▸ **About this task**
Your response should consist of one number, the count of lines below that contain "paths".

▸ **Working data**
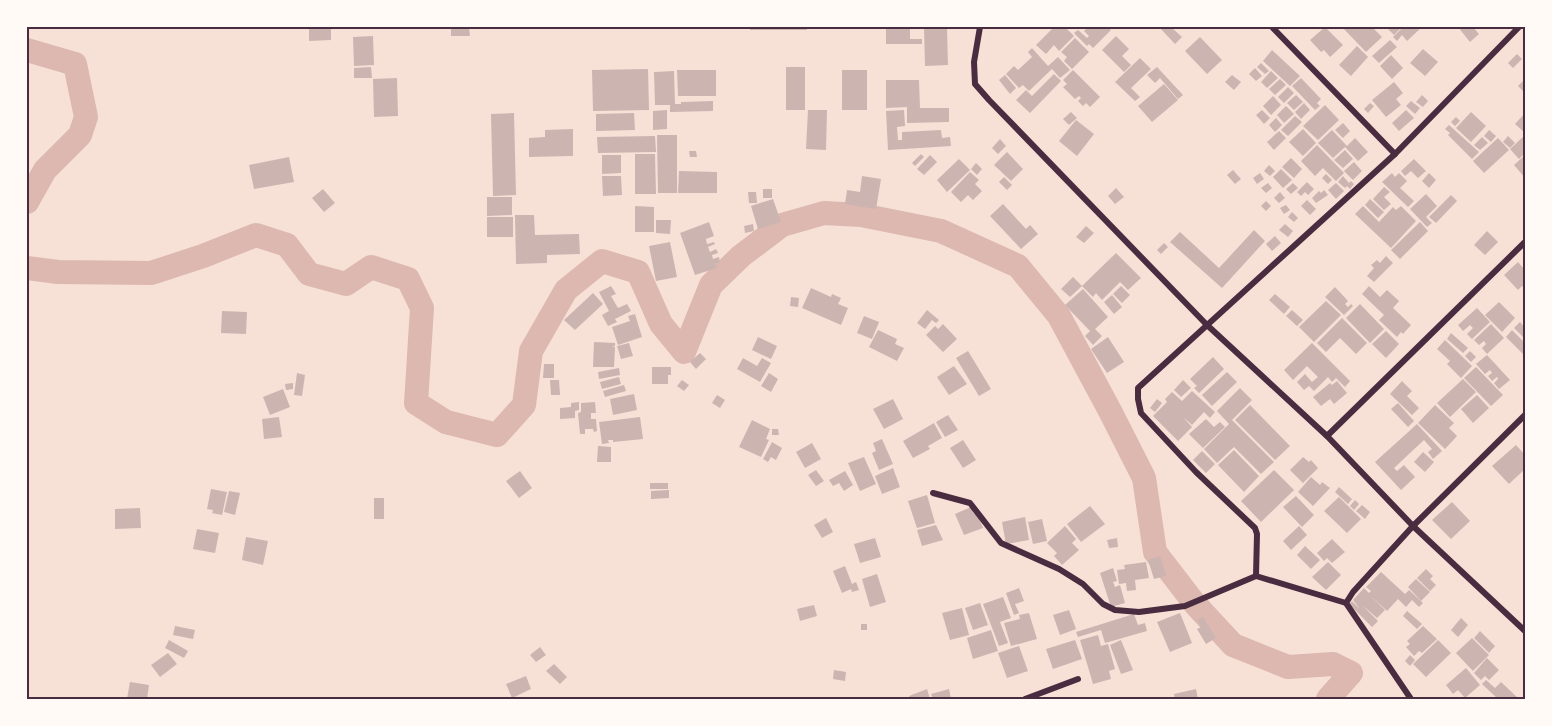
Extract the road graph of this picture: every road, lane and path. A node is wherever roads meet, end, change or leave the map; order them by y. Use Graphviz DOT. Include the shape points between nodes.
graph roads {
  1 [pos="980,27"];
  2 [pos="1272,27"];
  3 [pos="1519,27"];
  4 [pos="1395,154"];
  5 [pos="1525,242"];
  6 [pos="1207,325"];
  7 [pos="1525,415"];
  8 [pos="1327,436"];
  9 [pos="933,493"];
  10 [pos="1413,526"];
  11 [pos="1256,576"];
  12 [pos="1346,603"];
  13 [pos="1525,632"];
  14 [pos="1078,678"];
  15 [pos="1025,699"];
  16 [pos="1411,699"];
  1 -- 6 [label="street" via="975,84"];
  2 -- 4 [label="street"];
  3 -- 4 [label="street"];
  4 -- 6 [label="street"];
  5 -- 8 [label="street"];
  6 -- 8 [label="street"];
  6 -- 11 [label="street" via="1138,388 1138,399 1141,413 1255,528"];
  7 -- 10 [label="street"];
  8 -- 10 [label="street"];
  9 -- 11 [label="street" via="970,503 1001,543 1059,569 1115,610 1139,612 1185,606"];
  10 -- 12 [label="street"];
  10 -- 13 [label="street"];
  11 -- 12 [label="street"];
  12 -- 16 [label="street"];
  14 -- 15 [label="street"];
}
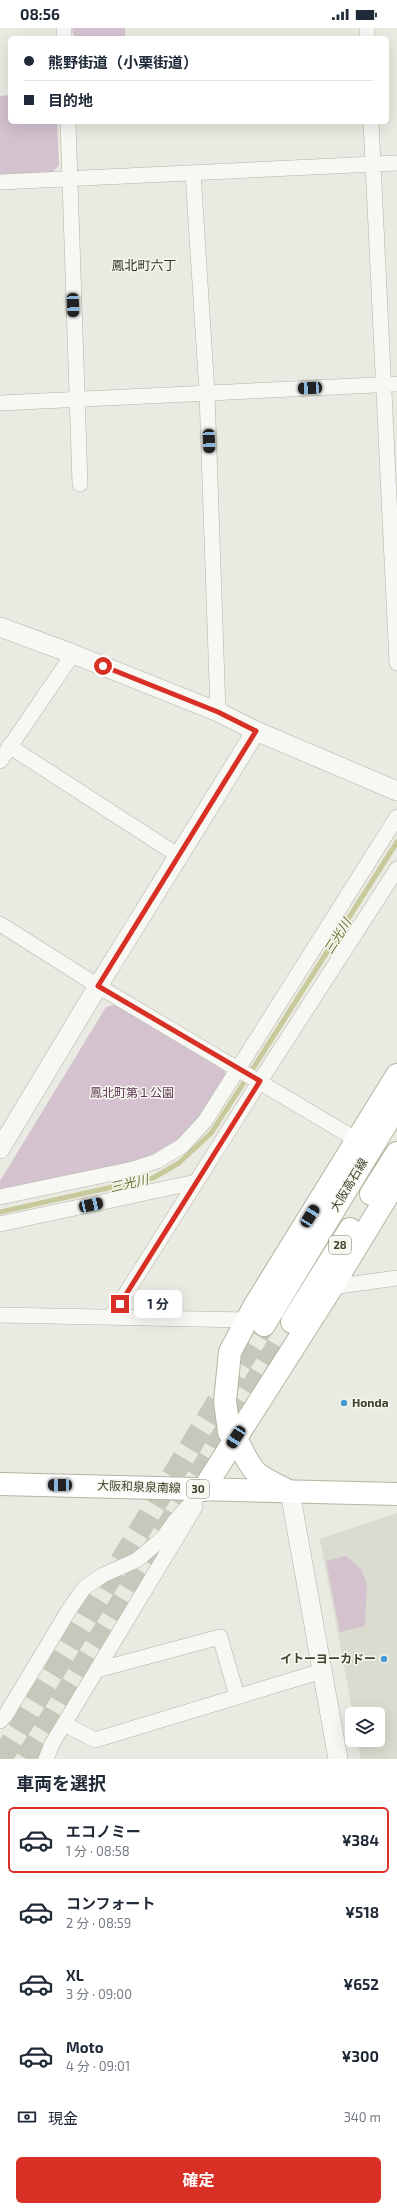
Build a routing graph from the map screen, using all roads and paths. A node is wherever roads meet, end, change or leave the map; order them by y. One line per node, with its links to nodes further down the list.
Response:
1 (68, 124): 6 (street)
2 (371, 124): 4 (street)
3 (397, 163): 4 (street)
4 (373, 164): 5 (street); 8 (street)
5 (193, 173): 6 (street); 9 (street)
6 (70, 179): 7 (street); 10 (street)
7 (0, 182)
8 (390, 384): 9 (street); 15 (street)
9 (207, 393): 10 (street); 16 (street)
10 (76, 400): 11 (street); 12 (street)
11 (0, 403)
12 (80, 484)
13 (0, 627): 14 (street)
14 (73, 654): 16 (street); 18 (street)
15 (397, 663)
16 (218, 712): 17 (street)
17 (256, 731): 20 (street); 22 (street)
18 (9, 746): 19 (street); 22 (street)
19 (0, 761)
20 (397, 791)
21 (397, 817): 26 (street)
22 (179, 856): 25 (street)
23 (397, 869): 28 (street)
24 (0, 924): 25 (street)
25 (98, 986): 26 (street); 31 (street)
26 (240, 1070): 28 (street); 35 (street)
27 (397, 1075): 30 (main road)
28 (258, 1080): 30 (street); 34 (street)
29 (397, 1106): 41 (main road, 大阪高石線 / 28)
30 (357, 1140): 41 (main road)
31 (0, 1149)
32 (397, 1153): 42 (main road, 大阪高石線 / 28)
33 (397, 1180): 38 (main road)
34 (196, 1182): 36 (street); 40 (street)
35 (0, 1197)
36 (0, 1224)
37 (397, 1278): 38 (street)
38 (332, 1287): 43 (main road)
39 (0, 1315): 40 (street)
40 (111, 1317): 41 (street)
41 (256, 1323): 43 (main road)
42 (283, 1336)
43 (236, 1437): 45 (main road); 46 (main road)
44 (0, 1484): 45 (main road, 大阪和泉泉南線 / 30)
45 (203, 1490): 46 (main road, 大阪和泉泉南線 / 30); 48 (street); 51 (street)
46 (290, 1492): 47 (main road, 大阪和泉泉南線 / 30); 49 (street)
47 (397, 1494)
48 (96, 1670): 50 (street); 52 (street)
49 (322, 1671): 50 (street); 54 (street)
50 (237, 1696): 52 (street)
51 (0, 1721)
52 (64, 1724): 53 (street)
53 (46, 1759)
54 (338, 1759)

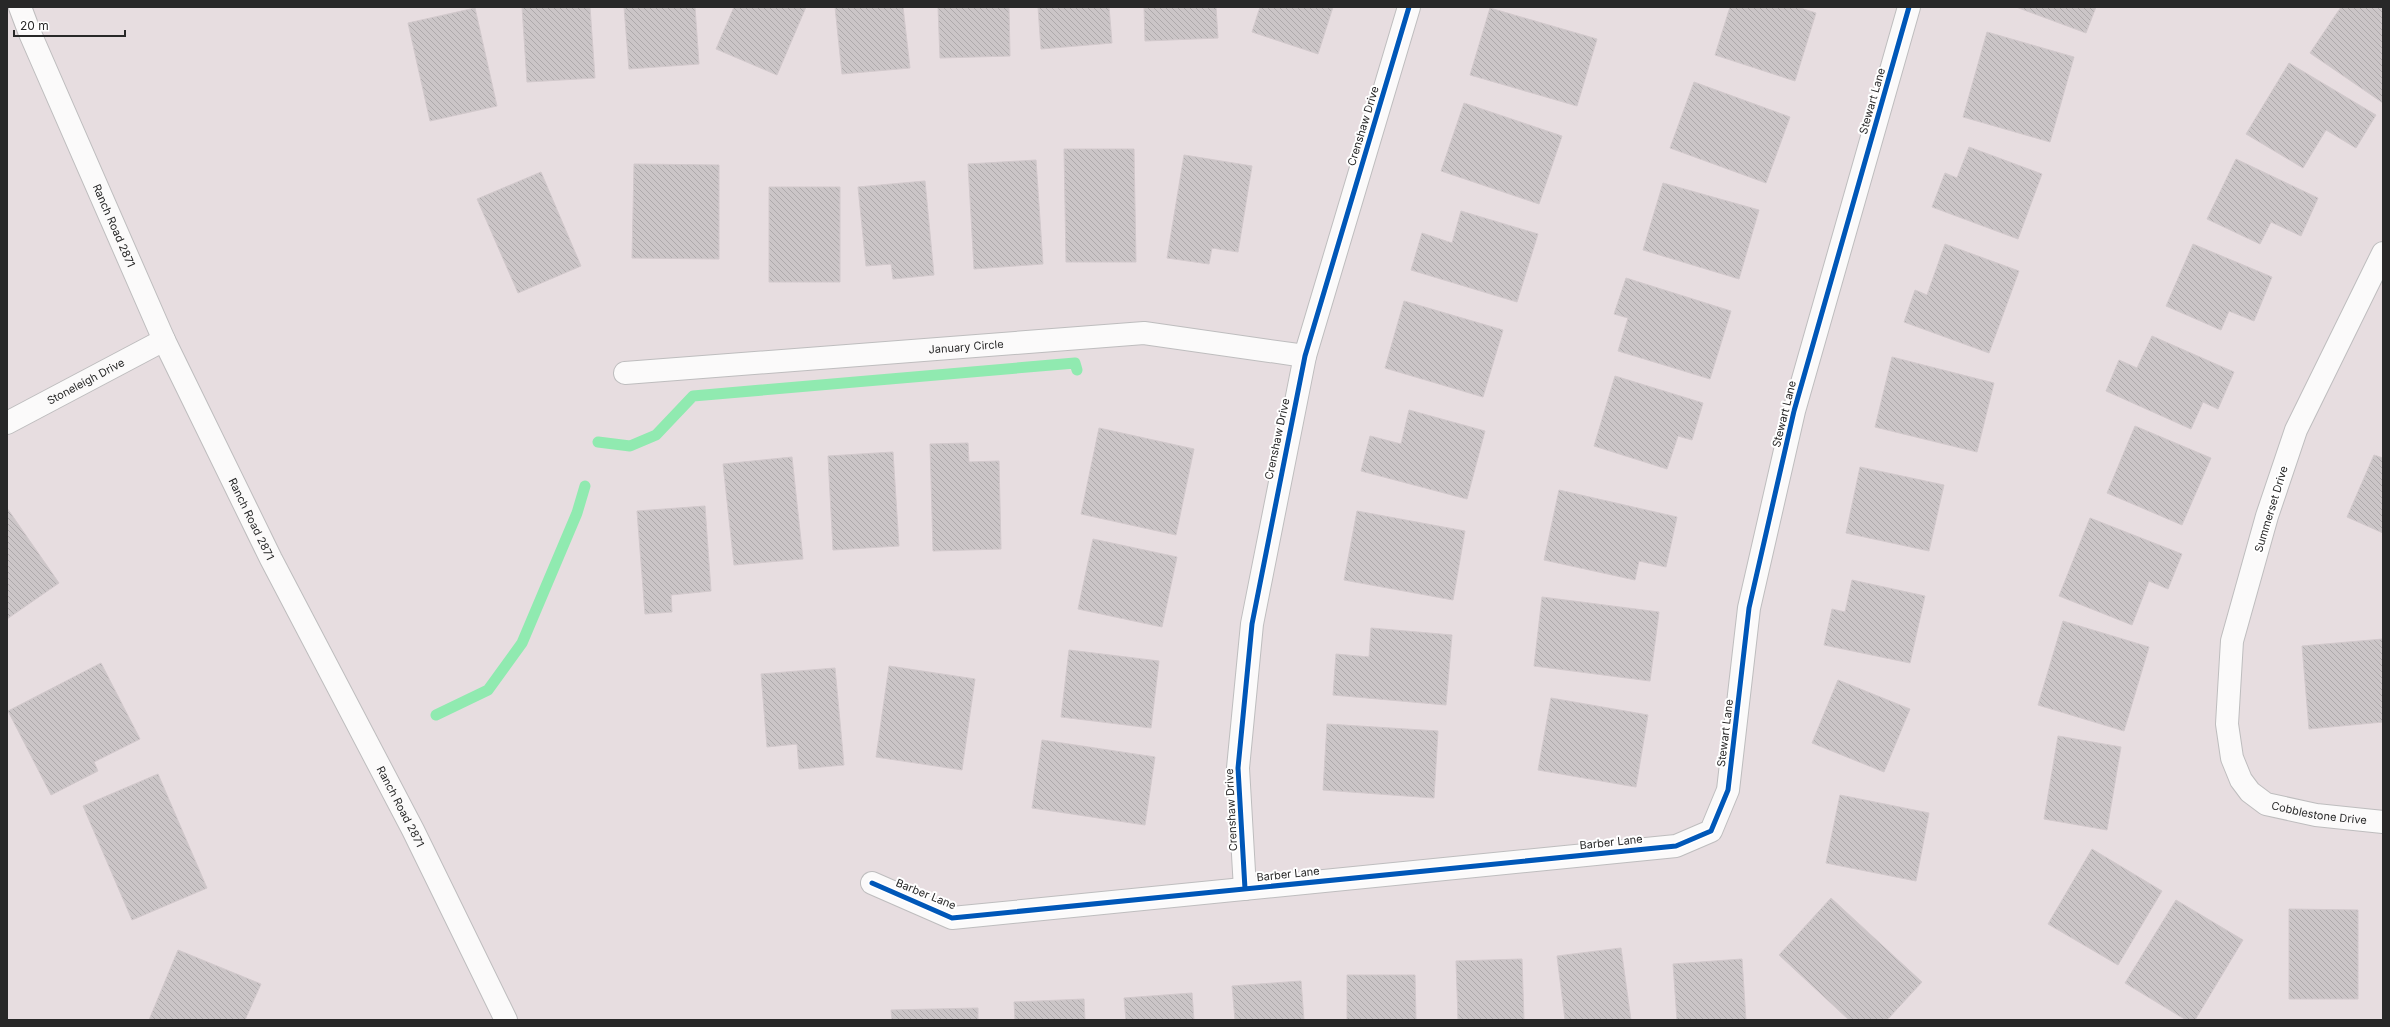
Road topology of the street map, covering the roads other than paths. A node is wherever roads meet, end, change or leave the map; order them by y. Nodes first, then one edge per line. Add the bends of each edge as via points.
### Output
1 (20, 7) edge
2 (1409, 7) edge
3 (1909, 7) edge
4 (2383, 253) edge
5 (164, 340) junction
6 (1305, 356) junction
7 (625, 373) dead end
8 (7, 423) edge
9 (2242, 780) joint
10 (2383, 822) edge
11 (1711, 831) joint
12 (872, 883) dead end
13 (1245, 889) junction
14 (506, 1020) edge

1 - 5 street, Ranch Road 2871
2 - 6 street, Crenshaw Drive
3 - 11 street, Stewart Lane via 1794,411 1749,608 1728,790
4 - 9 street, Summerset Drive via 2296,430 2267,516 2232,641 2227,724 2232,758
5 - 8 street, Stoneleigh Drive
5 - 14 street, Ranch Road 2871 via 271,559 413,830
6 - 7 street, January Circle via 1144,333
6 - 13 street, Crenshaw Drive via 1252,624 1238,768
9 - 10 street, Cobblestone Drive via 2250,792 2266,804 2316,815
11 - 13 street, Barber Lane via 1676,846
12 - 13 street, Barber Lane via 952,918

▸ **Result**
2